**PROBLEM**
Using the data below, copy every line that contains the word "nodes".

··· DATA UNDER STUDY ···

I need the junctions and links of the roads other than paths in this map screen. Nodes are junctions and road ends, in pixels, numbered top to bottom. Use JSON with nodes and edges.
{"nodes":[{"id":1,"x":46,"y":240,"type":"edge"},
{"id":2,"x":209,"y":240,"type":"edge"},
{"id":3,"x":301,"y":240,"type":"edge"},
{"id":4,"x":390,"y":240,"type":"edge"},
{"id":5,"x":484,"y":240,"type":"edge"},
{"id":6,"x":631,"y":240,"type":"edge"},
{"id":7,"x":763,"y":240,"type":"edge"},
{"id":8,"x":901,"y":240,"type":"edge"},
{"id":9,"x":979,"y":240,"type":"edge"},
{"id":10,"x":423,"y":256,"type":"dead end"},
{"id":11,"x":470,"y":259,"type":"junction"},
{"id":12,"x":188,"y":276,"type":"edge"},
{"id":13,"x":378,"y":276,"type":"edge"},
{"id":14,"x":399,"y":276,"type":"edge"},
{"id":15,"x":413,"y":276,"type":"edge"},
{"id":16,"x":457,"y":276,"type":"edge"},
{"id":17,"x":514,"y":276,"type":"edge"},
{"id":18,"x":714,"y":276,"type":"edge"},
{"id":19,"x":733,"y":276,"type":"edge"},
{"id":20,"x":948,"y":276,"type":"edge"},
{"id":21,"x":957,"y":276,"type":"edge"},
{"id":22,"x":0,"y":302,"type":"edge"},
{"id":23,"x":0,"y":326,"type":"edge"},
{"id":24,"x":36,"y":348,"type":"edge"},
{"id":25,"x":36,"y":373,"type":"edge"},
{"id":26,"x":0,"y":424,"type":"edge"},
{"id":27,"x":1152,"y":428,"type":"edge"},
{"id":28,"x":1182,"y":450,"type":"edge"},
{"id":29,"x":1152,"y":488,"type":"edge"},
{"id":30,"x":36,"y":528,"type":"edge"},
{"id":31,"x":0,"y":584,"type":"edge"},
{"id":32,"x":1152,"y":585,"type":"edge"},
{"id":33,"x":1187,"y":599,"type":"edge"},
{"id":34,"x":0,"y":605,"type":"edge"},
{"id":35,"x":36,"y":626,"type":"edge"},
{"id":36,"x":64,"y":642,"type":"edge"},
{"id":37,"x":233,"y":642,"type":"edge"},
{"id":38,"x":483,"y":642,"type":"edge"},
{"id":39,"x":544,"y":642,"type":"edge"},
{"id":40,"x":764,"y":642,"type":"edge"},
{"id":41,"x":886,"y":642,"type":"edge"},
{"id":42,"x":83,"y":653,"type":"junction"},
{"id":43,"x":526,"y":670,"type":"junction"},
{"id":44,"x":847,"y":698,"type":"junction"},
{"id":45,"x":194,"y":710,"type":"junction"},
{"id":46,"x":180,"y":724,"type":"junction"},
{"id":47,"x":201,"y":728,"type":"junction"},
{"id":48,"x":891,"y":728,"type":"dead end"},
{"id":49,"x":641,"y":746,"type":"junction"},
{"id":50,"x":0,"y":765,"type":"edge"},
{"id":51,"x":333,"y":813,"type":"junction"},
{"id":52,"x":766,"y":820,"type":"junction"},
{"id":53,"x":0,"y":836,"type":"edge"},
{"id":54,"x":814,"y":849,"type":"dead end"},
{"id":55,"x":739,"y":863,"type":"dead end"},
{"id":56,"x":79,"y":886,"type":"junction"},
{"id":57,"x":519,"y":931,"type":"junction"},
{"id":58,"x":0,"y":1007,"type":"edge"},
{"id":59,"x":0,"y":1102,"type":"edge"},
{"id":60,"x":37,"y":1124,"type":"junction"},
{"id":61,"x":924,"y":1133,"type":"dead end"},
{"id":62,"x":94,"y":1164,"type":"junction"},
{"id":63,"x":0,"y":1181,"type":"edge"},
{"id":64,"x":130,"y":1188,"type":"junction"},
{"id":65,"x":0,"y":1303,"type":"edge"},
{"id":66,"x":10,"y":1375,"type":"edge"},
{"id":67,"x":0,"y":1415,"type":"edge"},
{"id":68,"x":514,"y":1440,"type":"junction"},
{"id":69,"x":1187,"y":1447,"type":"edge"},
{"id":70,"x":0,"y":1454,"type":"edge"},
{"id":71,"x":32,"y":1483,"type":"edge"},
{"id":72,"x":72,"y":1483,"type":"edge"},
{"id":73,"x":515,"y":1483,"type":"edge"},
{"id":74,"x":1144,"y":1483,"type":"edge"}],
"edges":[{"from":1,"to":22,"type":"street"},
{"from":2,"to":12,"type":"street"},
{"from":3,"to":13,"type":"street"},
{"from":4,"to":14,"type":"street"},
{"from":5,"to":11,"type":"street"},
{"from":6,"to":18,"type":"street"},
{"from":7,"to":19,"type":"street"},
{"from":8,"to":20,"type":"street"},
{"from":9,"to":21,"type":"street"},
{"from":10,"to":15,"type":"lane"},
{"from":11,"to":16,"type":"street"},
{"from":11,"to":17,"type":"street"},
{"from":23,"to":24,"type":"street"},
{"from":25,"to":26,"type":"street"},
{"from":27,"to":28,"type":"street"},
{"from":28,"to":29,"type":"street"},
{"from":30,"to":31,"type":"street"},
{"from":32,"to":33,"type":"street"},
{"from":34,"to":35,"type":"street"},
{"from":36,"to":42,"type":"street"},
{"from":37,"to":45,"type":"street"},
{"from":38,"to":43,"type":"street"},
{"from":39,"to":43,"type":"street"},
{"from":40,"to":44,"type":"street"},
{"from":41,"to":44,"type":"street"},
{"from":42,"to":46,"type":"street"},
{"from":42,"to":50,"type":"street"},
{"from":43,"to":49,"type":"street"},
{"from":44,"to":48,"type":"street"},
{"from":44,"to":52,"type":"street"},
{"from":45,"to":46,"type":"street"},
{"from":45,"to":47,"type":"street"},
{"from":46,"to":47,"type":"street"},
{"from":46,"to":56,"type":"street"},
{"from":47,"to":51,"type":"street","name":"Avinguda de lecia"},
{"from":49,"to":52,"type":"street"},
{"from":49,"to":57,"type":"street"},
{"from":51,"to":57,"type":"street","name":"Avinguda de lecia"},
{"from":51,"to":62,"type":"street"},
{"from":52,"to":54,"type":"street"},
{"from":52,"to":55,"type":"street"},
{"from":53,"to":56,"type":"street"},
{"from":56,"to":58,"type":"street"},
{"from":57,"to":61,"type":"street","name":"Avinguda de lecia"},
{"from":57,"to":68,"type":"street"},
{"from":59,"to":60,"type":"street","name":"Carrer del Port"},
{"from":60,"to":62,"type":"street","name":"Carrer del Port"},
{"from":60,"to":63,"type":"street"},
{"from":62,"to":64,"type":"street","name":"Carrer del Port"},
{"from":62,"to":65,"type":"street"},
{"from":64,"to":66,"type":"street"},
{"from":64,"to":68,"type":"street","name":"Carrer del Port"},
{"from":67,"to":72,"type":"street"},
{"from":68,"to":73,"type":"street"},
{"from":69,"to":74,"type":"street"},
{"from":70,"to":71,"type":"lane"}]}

···

**ANSWER TO THIS TASK**
I need the junctions and links of the roads other than paths in this map screen. Nodes are junctions and road ends, in pixels, numbered top to bottom. Use JSON with nodes and edges.
{"nodes":[{"id":1,"x":46,"y":240,"type":"edge"},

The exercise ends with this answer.